Emil Cioran avait le «cafard» de naissance, à ses dires on nait sceptique. Il a imprégné des livres de ce cafard intelligent, de son œil pessimiste mais authentique. On aurait dit que ça lui était impossible d’ajouter du beau à ce qui est fondamentalement laid et vide. Rendre plus attrayante la réalité lui aurait apparu malhonnête, j’ai l’impression. Il a dû en déprimer plus d’un, mais il m’a fait du bien et je vous encourage à le lire.
Cioran est un exemple de choix pour démontrer la valeur de la littérature, de la poésie, de la philosophie, de la musique, ou du cinéma. Ils permettent tous à leur façon de mieux apprivoiser la vie. C’est pourquoi cette semaine, afin de mettre un baume sur tout le cynisme morbide avec lequel je vous tartine depuis l’automne passé, je vais simplement vous partager ce qui me fait du bien. Je ne parle pas d’un jus vert détoxifiant ici, n’ayez crainte. Le tofu, ça fait du bien à la conscience, mais pas à l’âme.
L’art presque perdu de ne rien faire, de Dany Laferrière. Le titre résume bien le propos, trop rarement tenu en nos temps de performance. Très peu de personnes ont la capacité de rester seules, et surtout de ne rien faire. J’ai lu que c’est le signe d’une bonne santé mentale, une fois. Mais je ne crois pas avoir besoin d’une étude pseudo-scientifique pour le savoir. Apprendre à ne rien faire, à observer simplement le monde, ou à faire une sieste sous un manguier, c’est la première étape du bien-être, ou au moins d’une certaine sagesse. On voit mieux le monde qui nous entoure quand on n’est pas nous-mêmes enfoui dessous. On nous charrie que ne rien faire rapporte à la paresse ou à la lâcheté, et on valorise parfois à l’excès ceux qui sont plus actifs qu’un écureuil sur la cocaïne. Qu’est-ce qui est le plus lâche, je vous le demande, entre s’évertuer à courir sans cesse et à s’entourer de tous afin d’éviter son propre reflet, ou divaguer tranquillement sur le divan? Emil Cioran dirait que «l’esprit n’avance que s’il a la patience de tourner en rond, c’est-à-dire d’approfondir.»
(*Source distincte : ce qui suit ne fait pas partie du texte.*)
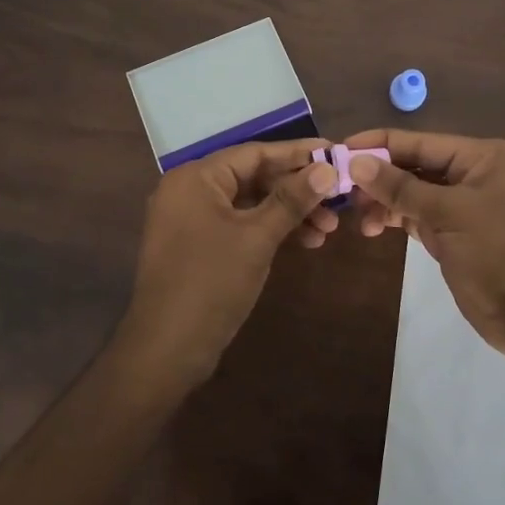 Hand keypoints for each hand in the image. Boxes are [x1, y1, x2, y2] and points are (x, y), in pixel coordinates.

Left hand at [119, 139, 338, 381]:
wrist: (166, 351)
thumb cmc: (211, 283)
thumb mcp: (257, 237)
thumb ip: (292, 199)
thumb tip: (327, 169)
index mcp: (196, 177)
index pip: (254, 153)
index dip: (297, 153)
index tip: (335, 154)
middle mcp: (190, 190)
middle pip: (253, 177)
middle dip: (297, 189)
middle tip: (338, 200)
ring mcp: (192, 220)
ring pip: (250, 203)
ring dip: (289, 212)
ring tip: (328, 229)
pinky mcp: (199, 246)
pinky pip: (240, 224)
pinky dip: (270, 229)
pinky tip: (304, 241)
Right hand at [344, 130, 504, 357]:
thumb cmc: (500, 252)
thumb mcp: (449, 214)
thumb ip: (400, 187)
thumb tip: (356, 162)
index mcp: (484, 156)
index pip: (422, 141)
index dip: (380, 144)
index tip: (341, 148)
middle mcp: (476, 173)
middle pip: (416, 165)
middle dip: (380, 176)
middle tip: (342, 189)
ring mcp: (467, 204)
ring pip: (415, 192)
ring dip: (386, 201)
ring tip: (360, 218)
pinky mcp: (458, 233)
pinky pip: (420, 215)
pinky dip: (398, 218)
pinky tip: (375, 227) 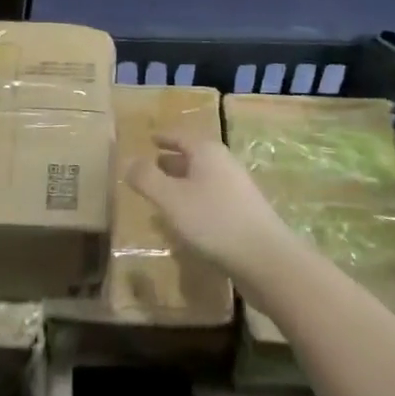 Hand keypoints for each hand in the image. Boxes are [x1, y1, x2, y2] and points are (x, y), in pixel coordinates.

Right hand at [126, 136, 295, 285]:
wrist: (265, 259)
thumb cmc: (213, 221)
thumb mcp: (171, 199)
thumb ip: (147, 179)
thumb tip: (129, 161)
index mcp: (207, 152)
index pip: (180, 136)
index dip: (164, 137)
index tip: (150, 138)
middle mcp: (224, 164)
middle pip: (193, 156)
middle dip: (171, 161)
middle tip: (151, 167)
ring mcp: (237, 189)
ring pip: (202, 179)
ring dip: (182, 184)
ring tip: (162, 196)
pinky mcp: (243, 214)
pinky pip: (211, 199)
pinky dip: (194, 202)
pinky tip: (185, 222) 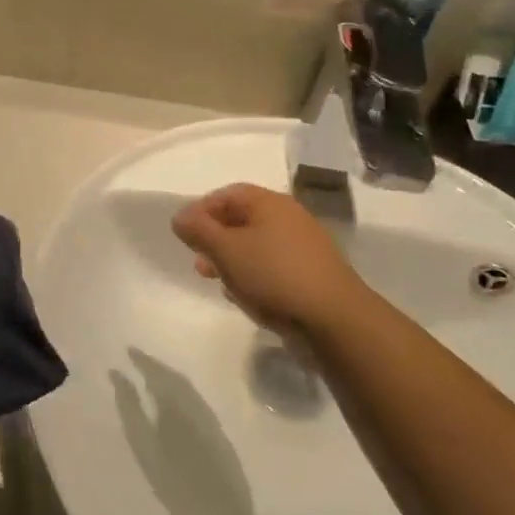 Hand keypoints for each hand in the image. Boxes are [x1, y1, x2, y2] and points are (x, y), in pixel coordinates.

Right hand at [171, 184, 371, 336]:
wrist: (334, 320)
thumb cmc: (273, 275)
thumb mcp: (225, 249)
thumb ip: (199, 230)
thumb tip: (180, 216)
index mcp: (270, 203)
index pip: (228, 194)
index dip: (201, 209)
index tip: (183, 233)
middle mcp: (290, 219)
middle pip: (242, 219)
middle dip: (214, 238)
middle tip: (197, 259)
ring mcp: (303, 248)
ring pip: (256, 246)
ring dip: (231, 259)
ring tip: (215, 280)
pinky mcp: (310, 276)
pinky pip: (272, 267)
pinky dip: (252, 275)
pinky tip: (243, 295) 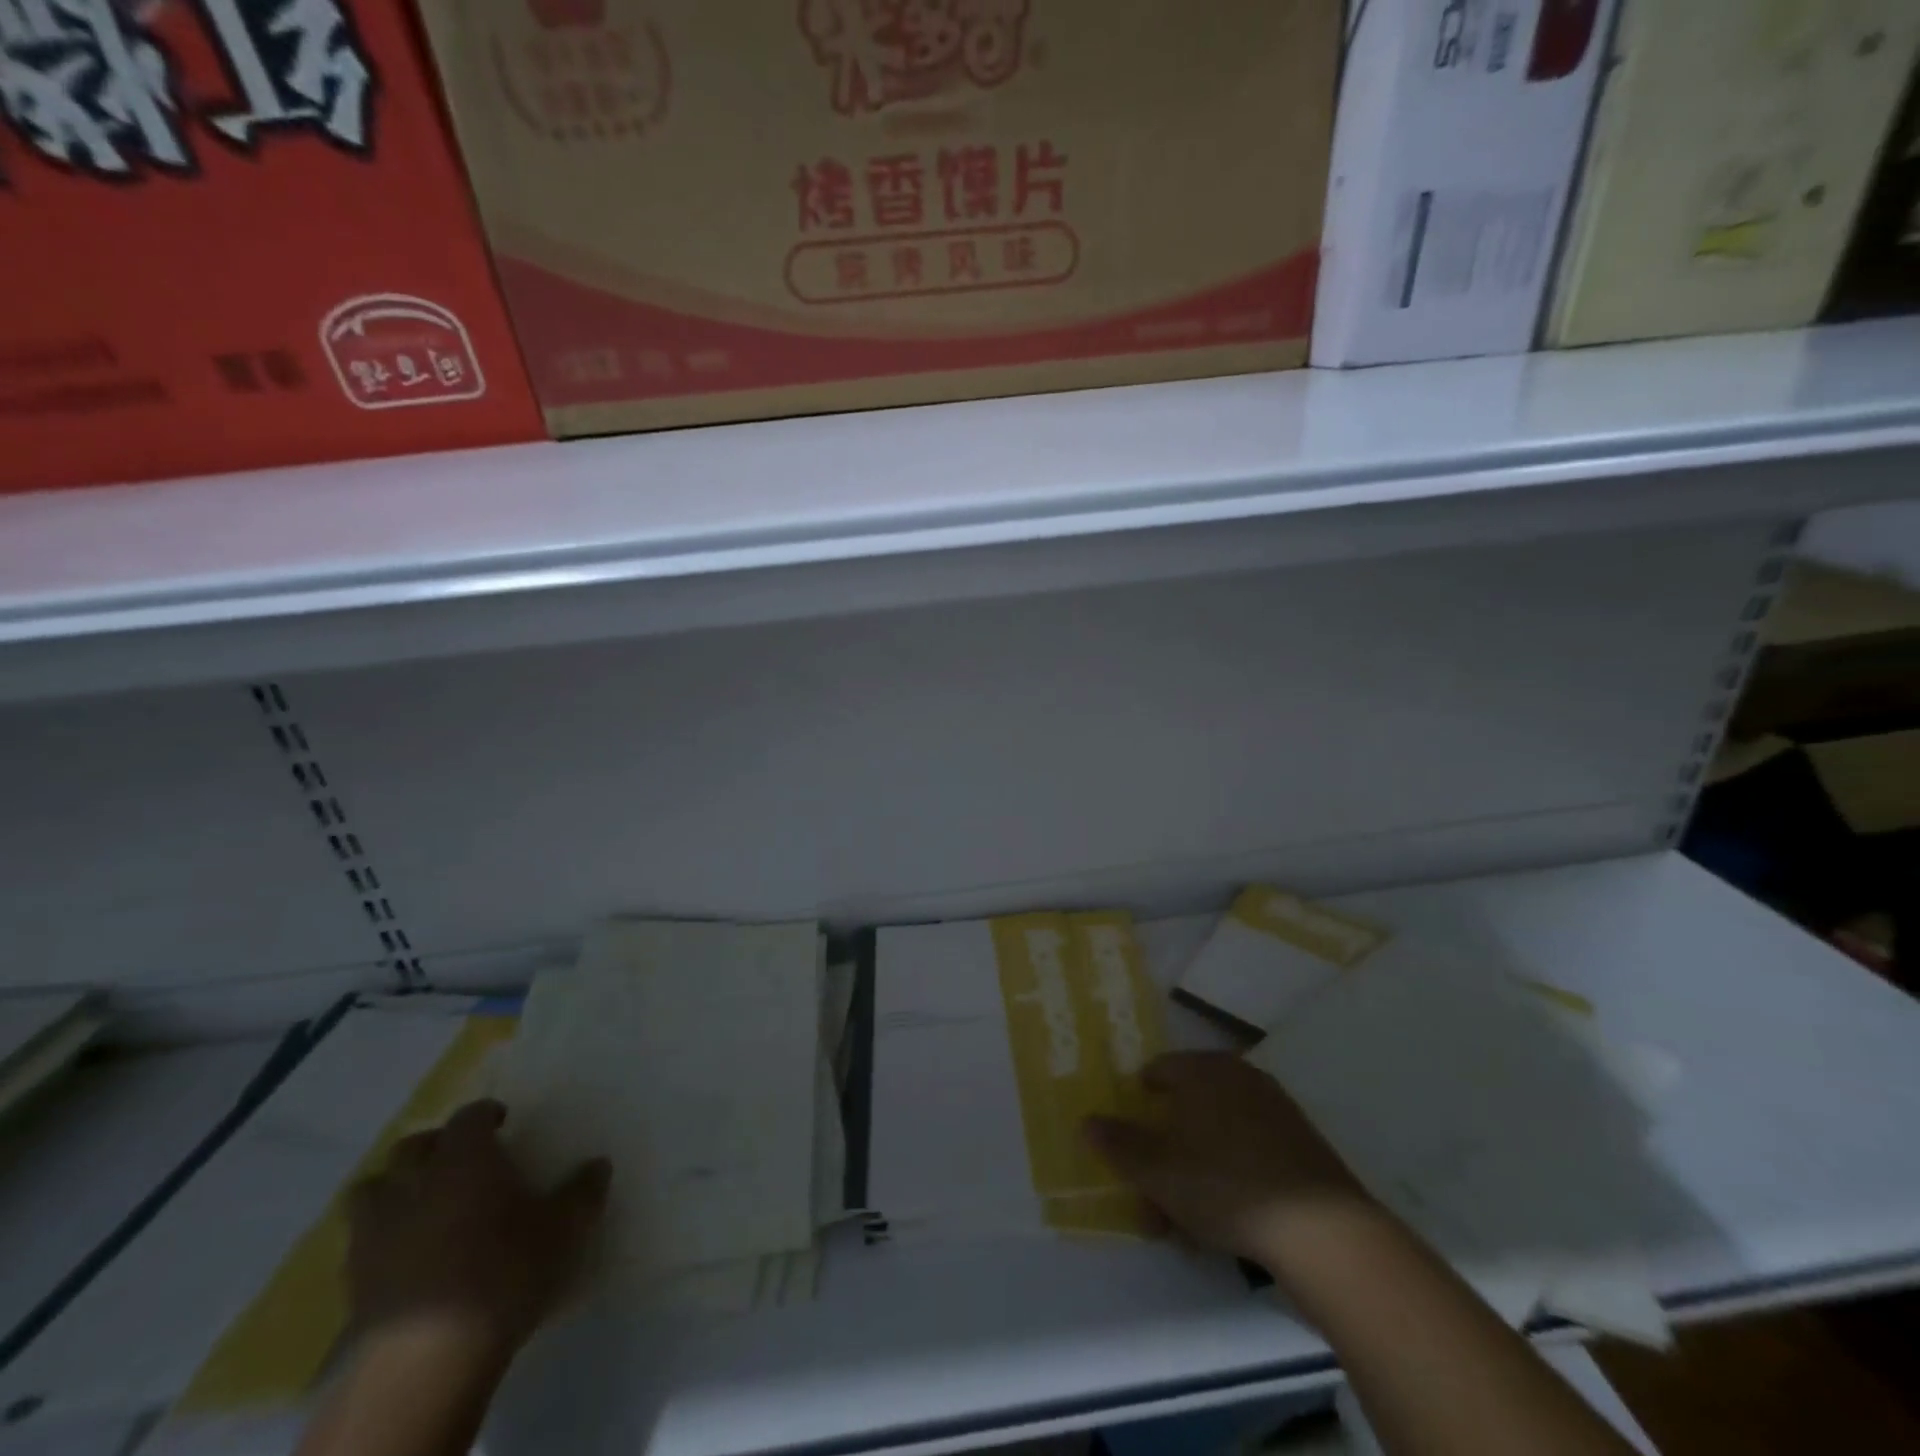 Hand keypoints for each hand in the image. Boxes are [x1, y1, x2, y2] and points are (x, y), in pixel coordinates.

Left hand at [346, 1100, 609, 1358]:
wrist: (426, 1359)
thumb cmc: (504, 1273)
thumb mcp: (563, 1230)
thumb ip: (582, 1192)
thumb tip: (599, 1165)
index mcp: (465, 1160)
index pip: (469, 1117)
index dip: (485, 1115)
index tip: (502, 1122)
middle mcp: (416, 1183)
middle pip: (411, 1147)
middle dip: (433, 1146)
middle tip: (458, 1159)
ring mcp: (376, 1232)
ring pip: (370, 1190)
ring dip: (393, 1187)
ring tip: (419, 1202)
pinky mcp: (354, 1281)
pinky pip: (360, 1241)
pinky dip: (380, 1236)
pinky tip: (405, 1253)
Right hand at [1083, 1052, 1372, 1266]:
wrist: (1322, 1229)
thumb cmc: (1224, 1184)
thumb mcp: (1156, 1170)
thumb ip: (1118, 1144)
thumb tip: (1086, 1121)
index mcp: (1204, 1069)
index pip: (1158, 1071)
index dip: (1139, 1103)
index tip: (1131, 1141)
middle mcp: (1240, 1078)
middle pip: (1188, 1108)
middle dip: (1165, 1152)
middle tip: (1152, 1195)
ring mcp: (1276, 1111)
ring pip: (1218, 1137)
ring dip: (1195, 1172)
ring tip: (1185, 1222)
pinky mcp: (1303, 1147)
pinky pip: (1251, 1154)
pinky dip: (1232, 1178)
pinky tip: (1227, 1221) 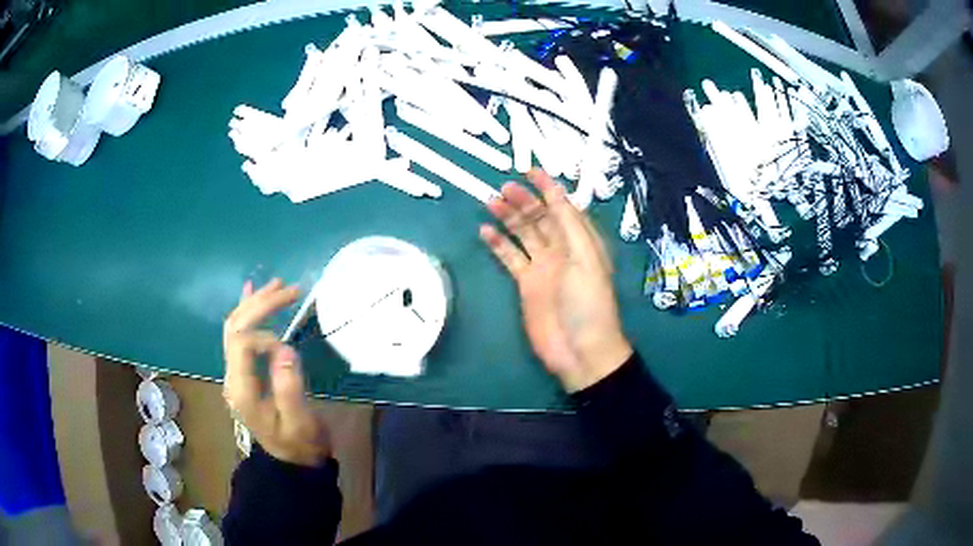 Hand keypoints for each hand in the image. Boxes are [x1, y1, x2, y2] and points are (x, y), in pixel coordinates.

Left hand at [223, 279, 330, 466]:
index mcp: (241, 390)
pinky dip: (246, 311)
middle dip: (260, 304)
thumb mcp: (299, 422)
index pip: (241, 343)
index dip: (265, 336)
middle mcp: (231, 377)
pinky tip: (251, 290)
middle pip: (235, 327)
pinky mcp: (243, 371)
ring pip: (235, 326)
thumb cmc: (299, 443)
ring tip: (278, 285)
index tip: (291, 349)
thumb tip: (285, 349)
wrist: (293, 461)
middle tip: (290, 289)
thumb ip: (289, 388)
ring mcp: (235, 373)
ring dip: (254, 303)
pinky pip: (238, 334)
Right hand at [480, 169, 632, 392]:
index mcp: (581, 241)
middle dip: (524, 200)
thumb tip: (556, 192)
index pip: (563, 206)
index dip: (548, 187)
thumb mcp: (585, 259)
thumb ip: (569, 225)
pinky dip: (498, 243)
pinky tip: (484, 231)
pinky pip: (510, 257)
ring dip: (508, 217)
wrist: (580, 349)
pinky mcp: (526, 284)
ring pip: (523, 234)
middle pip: (540, 217)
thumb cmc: (588, 302)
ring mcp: (542, 267)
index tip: (529, 170)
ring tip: (490, 201)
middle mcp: (562, 249)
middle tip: (503, 188) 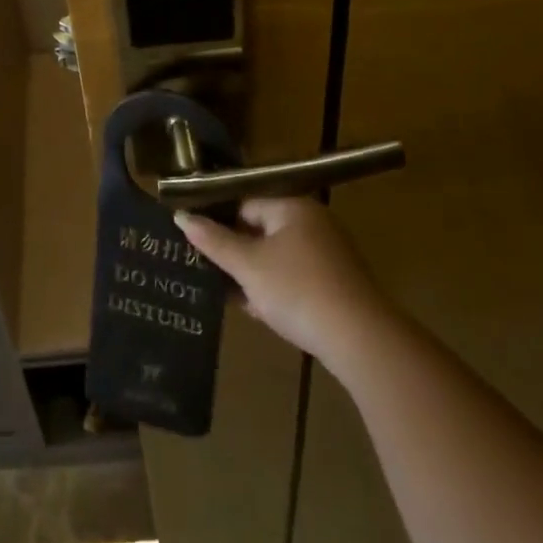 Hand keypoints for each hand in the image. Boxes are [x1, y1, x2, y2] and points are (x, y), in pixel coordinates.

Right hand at [176, 198, 390, 367]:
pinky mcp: (337, 283)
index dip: (219, 221)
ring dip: (254, 273)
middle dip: (236, 251)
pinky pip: (296, 277)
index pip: (245, 202)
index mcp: (292, 206)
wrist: (361, 339)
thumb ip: (214, 241)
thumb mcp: (248, 266)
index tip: (196, 242)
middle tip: (207, 269)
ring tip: (227, 292)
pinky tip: (258, 310)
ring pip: (277, 256)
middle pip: (261, 228)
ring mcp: (328, 253)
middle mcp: (313, 222)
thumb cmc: (298, 290)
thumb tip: (181, 216)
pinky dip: (276, 288) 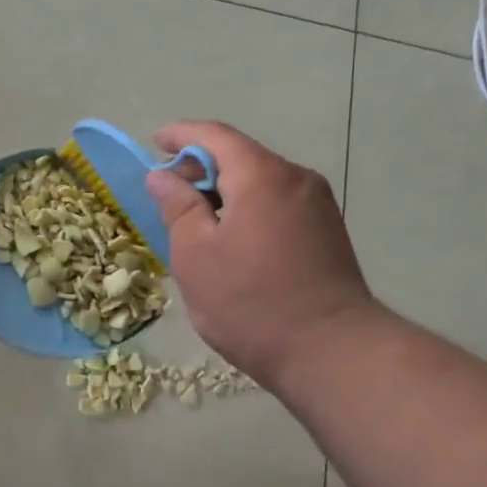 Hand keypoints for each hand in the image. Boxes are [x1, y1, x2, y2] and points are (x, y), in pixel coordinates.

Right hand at [146, 122, 378, 390]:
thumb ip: (177, 206)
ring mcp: (318, 205)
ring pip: (261, 182)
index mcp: (262, 175)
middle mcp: (296, 178)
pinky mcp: (328, 232)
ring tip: (196, 221)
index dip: (181, 135)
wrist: (331, 351)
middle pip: (241, 157)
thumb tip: (163, 175)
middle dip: (202, 167)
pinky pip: (278, 204)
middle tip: (169, 193)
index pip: (215, 136)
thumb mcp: (196, 254)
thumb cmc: (251, 302)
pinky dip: (249, 208)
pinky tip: (232, 239)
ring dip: (225, 191)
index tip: (155, 143) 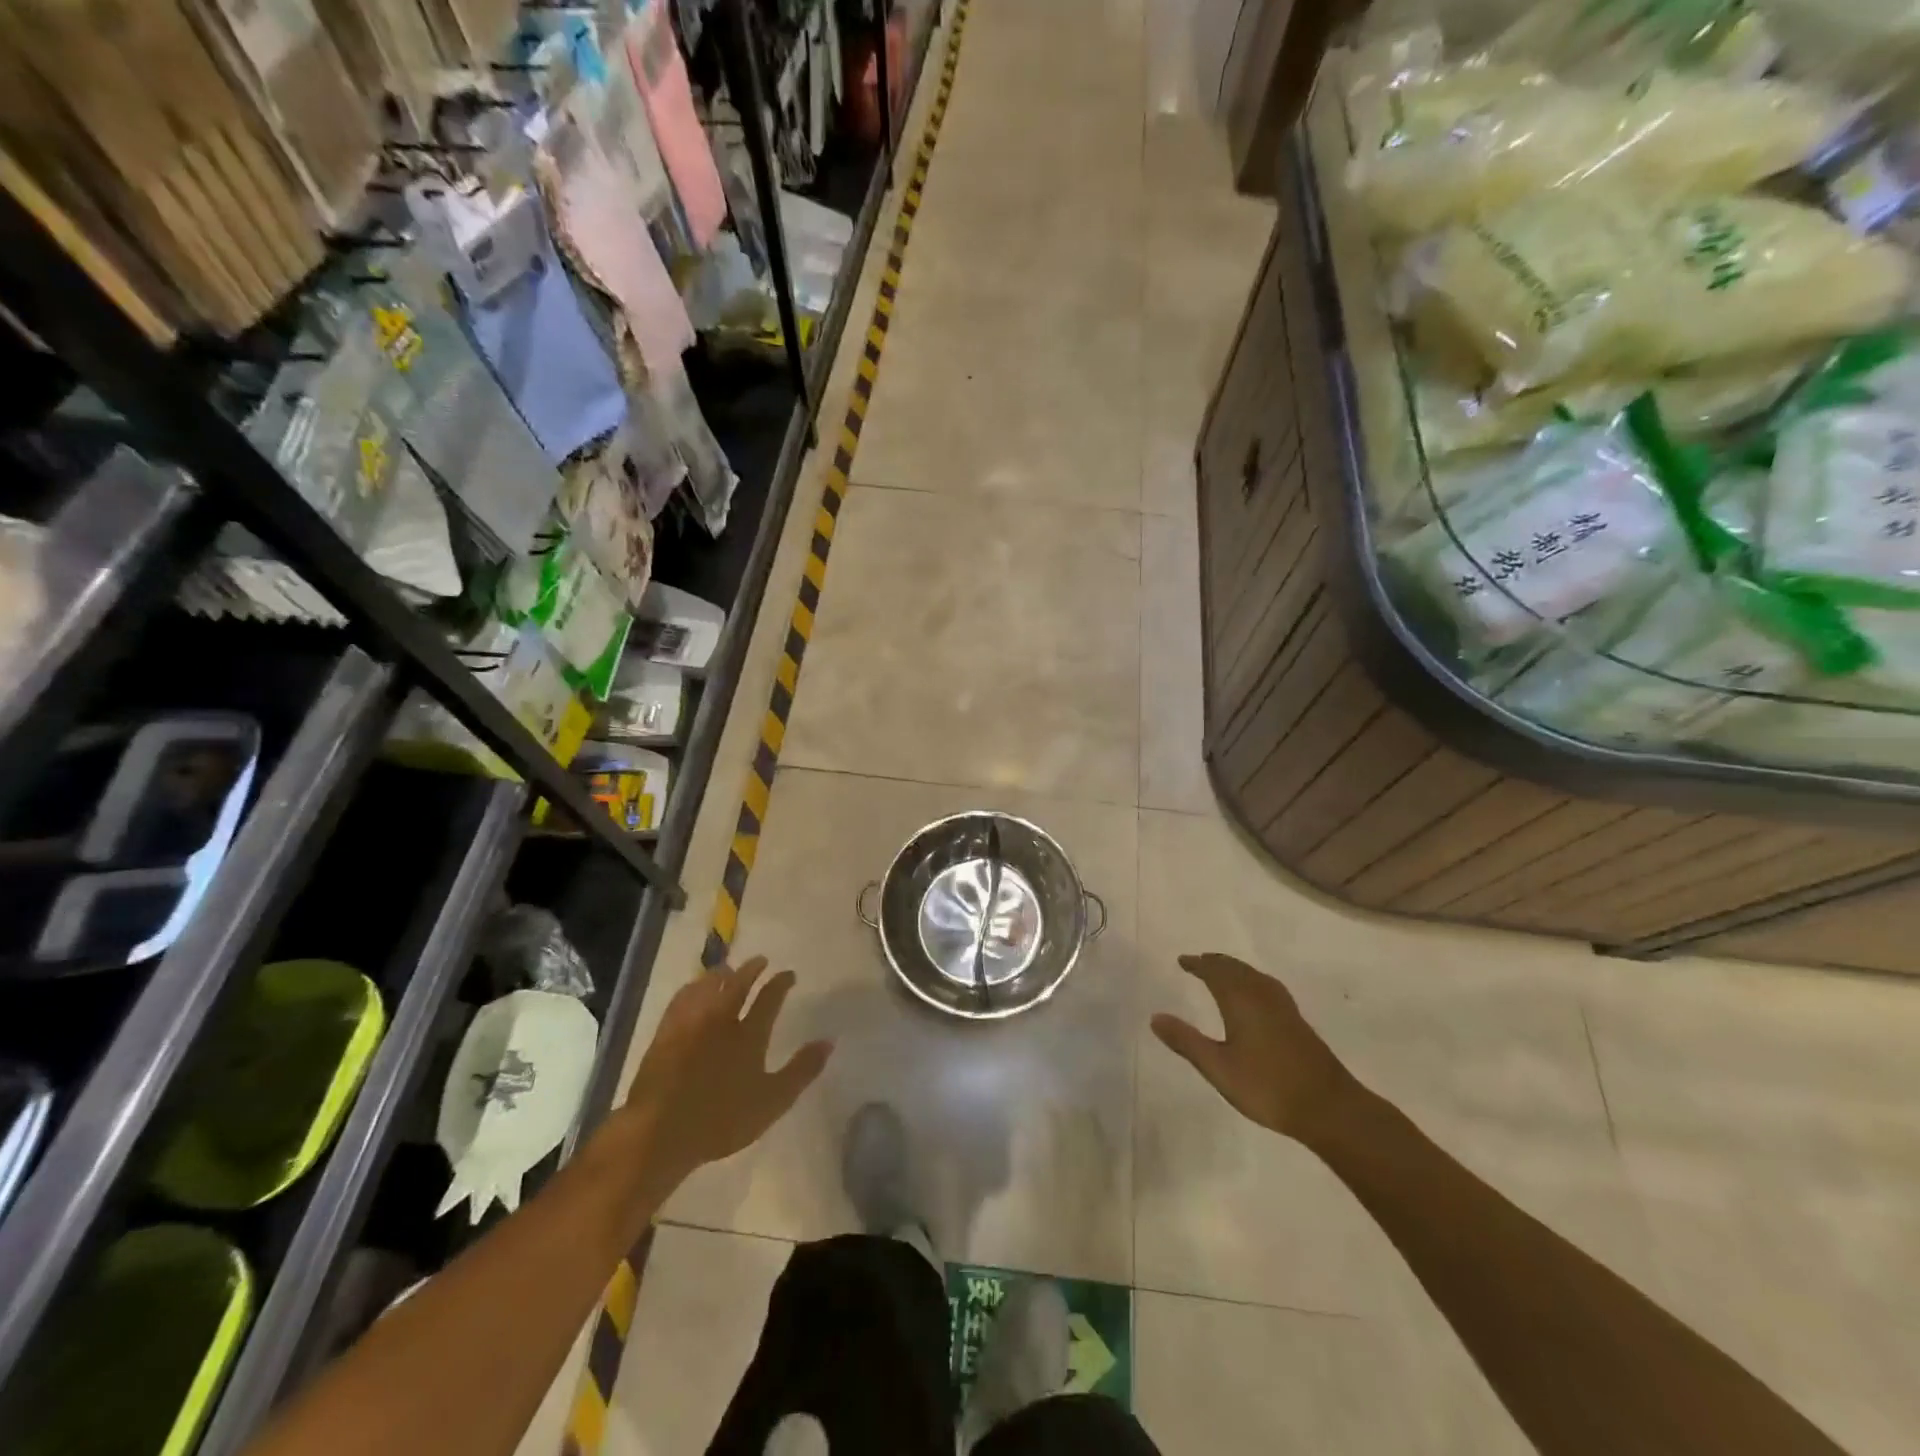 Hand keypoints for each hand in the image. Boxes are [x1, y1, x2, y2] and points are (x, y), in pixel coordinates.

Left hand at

C’est pourquoi cette semaine, afin de mettre un baume sur tout le cynisme morbide avec lequel je vous tartine depuis l’automne passé, je vais simplement vous partager ce qui me fait du bien. Je ne parle pas d’un jus vert détoxifiant ici, n’ayez crainte. Le tofu, ça fait du bien à la conscience, mais pas à l’âme.
La soupe tonkinoise. Comme chaque fois que je compte adopter une nouvelle recette, je lis quinze versions différentes de celle-ci, et j’en essaie au moins autant afin de trouver celle que je préfère. Cette recherche-là m’a menée à la petite épicerie asiatique de Madame Hermencita, dont mon collègue Sébastien Dulude a déjà vanté les mérites dans une chronique passée. Elle a carrément mené mon investigation sur la soupe tonkinoise – la soupe Phô, pardon, c’est en fait une soupe Phô. Depuis ce temps, c’est mon repas économique, facile et réconfortant préféré, dans lequel je peux plonger des tranches de steak crues à volonté. C’est facile pour se réchauffer et inviter des amis sans se ruiner. Je ne vous donnerai pas la recette, mais je vous révèle le secret des bouillons asiatiques: le sucre pis le sel. Un shit load.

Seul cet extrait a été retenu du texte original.